AMD Radeon HD 4770 CrossFire Evaluation

For near the same price as a single Radeon HD 4890 1GB video card you can install two Radeon HD 4770 video cards in a dual-GPU CrossFire configuration. The question is, "What kind of value and performance do both configurations provide and which one is going to give you the best gaming experience?"

continued...

System Test Setup

We will be using a Gigabyte EX58-UD5 motherboard, an Intel Core i7 920 Overclocked at 3.6GHz, and 6GB of Corsair TR3X6G1600C8D Dominator DDR3.

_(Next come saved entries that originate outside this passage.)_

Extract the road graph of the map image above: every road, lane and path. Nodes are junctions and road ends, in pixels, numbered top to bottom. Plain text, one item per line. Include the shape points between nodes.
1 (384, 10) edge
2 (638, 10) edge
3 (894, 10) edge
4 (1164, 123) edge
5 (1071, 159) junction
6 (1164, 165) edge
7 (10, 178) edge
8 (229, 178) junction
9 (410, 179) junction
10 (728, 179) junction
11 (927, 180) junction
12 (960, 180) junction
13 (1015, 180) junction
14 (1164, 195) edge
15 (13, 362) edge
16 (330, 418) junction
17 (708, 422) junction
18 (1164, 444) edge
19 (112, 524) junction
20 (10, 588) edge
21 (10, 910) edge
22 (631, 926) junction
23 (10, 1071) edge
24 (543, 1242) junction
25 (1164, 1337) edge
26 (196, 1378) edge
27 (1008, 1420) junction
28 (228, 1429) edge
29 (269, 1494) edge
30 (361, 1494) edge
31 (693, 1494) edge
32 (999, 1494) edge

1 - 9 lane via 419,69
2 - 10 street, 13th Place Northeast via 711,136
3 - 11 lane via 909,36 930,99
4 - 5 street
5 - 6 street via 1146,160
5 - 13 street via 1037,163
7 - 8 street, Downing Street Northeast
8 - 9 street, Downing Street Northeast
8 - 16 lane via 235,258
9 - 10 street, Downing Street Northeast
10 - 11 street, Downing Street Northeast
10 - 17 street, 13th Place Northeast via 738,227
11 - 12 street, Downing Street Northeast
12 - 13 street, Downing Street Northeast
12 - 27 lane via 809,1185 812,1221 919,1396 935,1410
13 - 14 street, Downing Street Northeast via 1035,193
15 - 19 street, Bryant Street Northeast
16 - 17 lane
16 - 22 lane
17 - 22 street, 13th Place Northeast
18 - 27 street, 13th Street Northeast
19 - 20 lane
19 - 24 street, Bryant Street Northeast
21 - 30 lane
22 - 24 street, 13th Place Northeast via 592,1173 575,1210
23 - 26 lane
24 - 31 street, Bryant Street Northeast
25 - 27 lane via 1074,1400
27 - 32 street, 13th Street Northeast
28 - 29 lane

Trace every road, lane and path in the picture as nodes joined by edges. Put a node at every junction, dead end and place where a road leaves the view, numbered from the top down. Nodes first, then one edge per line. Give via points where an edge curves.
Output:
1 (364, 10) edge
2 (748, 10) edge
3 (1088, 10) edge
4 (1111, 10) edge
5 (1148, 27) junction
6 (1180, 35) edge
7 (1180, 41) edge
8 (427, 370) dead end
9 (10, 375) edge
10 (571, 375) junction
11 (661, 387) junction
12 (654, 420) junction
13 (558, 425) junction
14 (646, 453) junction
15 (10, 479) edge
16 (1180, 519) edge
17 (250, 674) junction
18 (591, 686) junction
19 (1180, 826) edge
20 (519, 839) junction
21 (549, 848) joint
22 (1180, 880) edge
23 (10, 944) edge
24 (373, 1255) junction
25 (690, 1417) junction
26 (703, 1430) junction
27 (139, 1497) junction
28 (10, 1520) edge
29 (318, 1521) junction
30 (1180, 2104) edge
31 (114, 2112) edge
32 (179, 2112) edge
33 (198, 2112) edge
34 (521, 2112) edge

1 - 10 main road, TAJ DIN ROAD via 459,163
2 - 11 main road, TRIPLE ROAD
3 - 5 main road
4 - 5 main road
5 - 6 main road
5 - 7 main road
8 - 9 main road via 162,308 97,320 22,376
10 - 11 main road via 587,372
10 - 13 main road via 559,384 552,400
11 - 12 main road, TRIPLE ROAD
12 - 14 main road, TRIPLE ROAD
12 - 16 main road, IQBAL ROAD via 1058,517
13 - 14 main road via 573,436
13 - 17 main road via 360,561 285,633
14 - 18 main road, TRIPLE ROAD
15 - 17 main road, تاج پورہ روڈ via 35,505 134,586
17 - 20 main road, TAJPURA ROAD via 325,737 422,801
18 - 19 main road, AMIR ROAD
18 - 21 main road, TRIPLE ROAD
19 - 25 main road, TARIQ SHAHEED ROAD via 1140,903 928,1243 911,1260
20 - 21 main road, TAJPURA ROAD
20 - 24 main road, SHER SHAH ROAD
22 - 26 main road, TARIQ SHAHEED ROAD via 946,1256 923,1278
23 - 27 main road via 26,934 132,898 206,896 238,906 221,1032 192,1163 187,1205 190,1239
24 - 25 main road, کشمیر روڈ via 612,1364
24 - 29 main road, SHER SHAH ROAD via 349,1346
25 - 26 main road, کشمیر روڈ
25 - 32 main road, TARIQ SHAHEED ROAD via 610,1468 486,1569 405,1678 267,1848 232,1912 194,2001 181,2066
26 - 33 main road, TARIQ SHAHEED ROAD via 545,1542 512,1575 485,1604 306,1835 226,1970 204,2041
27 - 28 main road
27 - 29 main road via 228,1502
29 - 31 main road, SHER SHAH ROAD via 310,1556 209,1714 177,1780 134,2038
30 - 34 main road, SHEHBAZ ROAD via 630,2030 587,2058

While it might be a bit "overkill," we use the i7 9120 at 3.6GHz processor in an attempt to keep from putting our evaluation into a position of being CPU limited. Obviously, we make every effort to not use CPU limited games for video card evaluations, but the i7 920 at 3.6GHz seems to put many peoples’ minds at ease when it comes to that subject.

Article Image

We are using Windows 7 RC Build 7100 for this evaluation. We’ve got the absolute latest Catalyst 9.8 WHQL installed for all three AMD video card configurations.

Article Image

You can see we have the Catalyst 9.8 package installed, the most recent driver from AMD as of today, Monday August 17, 2009.

Article Image

CrossFire was enabled by default once we installed our drivers; we never had to interact with this driver menu option.

Article Image

GPUz confirms the clock speeds, both video cards, while they are of a different manufacturer, both have the exact same clock speeds.

Evaluation Method

We evaluate what each video card configuration can supply us in terms of a playable gaming experience while supplying the best culmination of resolution and "eye candy" graphical settings. We focus on quality and immersion of the gameplay experience rather than how many frames per second the card can get in a canned benchmark or prerecorded timedemo situation that often do not represent real gameplay like you would experience at home. Then we will follow with apples-to-apples testing in with minimum, maximum, and average framerates.